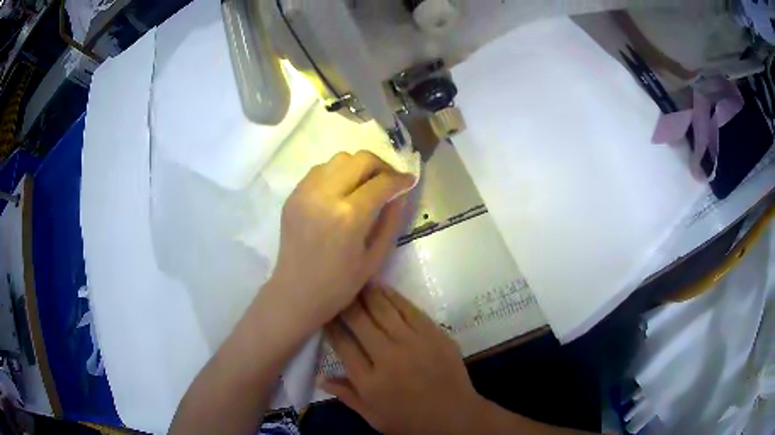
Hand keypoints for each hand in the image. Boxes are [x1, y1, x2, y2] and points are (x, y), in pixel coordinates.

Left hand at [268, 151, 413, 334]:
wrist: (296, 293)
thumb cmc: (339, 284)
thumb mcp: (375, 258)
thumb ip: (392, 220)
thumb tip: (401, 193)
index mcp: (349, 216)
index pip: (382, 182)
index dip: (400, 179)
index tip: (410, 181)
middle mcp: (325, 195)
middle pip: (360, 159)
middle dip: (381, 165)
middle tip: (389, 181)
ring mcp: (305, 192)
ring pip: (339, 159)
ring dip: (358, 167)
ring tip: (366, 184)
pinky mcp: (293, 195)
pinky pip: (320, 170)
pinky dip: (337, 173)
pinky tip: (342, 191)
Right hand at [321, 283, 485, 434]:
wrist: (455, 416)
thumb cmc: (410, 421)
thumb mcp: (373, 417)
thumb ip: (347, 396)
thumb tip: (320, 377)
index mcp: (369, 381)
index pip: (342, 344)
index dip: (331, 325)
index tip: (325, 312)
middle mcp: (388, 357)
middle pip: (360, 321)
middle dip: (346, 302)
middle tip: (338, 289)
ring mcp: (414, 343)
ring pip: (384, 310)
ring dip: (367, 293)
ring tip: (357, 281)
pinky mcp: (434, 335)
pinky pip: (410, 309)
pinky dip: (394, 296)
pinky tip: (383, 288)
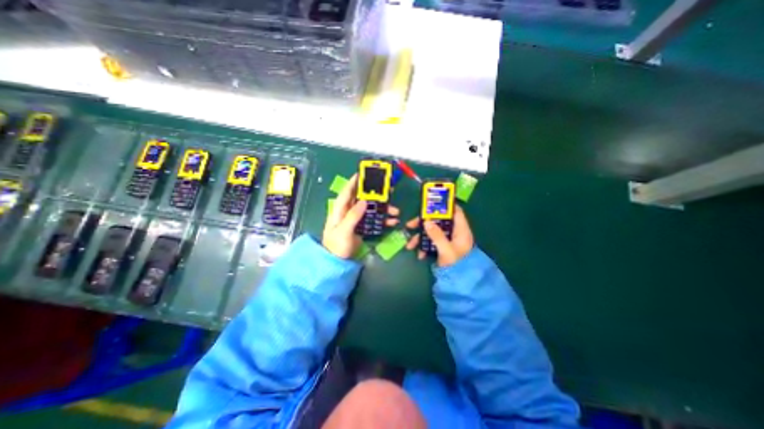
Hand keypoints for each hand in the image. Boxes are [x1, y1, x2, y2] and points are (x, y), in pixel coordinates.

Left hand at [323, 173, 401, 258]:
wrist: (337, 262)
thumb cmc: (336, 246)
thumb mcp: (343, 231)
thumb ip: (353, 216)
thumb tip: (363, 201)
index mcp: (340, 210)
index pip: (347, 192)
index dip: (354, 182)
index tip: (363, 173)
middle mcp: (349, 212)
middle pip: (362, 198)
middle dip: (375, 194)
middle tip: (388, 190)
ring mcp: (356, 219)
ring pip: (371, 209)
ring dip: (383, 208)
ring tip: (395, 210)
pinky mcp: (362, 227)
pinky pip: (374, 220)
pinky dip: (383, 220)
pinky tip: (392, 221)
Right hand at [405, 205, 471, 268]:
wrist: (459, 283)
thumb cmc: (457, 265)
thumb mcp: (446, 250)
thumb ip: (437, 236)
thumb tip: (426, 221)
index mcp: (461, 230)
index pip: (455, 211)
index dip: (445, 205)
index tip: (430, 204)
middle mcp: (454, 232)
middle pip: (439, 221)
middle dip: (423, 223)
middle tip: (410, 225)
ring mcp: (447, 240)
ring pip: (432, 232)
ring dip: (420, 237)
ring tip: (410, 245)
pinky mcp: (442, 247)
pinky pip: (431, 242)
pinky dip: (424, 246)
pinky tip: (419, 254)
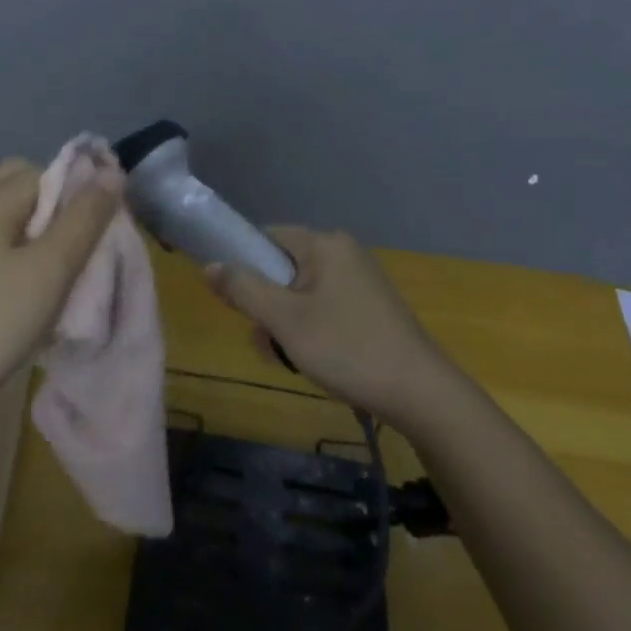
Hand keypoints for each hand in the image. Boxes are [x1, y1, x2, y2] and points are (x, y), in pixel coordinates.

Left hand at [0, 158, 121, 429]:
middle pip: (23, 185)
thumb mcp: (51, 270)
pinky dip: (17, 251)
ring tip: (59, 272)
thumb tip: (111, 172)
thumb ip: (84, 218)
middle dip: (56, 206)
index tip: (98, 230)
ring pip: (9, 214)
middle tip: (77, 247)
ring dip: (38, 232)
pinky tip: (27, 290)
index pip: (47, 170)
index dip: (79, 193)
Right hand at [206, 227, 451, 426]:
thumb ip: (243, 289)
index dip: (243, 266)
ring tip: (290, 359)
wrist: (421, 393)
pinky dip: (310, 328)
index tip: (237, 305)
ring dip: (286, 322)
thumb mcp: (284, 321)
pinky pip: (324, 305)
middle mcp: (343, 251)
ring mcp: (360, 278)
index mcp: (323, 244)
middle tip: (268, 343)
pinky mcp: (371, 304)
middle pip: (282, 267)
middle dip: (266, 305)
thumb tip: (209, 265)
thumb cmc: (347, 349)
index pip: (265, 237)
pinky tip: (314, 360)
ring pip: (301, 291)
----
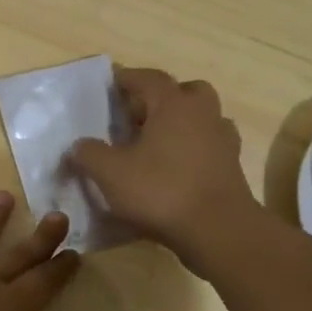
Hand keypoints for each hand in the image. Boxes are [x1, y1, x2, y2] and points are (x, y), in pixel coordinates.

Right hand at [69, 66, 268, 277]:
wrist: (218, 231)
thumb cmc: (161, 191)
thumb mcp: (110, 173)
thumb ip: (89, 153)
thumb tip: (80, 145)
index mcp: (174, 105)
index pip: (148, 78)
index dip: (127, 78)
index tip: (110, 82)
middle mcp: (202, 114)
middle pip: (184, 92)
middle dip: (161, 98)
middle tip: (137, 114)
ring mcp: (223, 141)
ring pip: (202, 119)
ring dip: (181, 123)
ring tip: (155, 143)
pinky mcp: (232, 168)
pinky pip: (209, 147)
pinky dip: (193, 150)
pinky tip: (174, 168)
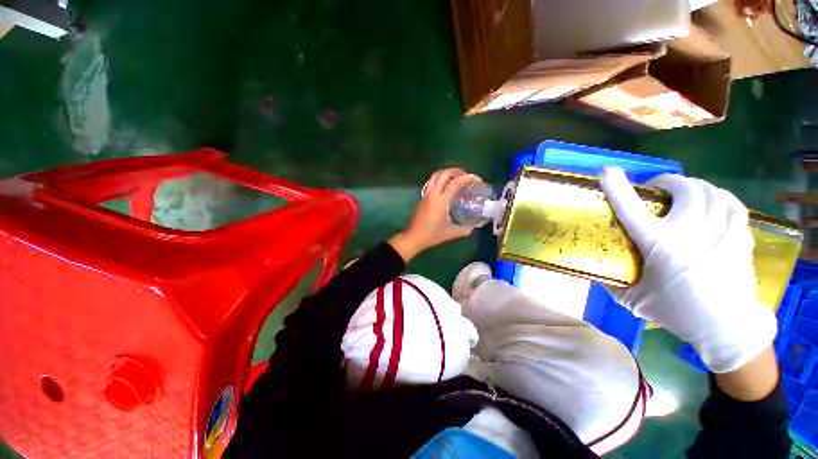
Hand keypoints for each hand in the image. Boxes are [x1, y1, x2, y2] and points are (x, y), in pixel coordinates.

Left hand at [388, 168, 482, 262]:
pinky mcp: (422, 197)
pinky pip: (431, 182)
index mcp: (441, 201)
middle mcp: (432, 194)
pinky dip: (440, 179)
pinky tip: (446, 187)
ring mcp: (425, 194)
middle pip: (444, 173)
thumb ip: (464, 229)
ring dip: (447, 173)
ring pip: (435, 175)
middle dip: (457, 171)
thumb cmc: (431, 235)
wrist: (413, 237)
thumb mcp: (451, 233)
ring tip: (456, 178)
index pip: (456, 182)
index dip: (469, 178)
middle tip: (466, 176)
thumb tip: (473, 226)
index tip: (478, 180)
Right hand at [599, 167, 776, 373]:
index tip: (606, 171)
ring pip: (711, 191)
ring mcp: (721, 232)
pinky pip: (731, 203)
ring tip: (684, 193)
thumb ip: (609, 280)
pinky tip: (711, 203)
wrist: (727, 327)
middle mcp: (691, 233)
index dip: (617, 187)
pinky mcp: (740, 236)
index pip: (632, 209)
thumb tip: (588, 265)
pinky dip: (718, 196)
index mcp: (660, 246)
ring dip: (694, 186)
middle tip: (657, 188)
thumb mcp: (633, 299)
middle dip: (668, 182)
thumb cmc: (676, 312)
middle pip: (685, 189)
----
Search the entries for the word "wrist", then list each line that holds it.

wrist: (296, 293)
wrist: (455, 416)
wrist: (337, 262)
wrist: (459, 283)
wrist: (421, 393)
wrist: (218, 231)
wrist: (413, 237)
wrist: (727, 327)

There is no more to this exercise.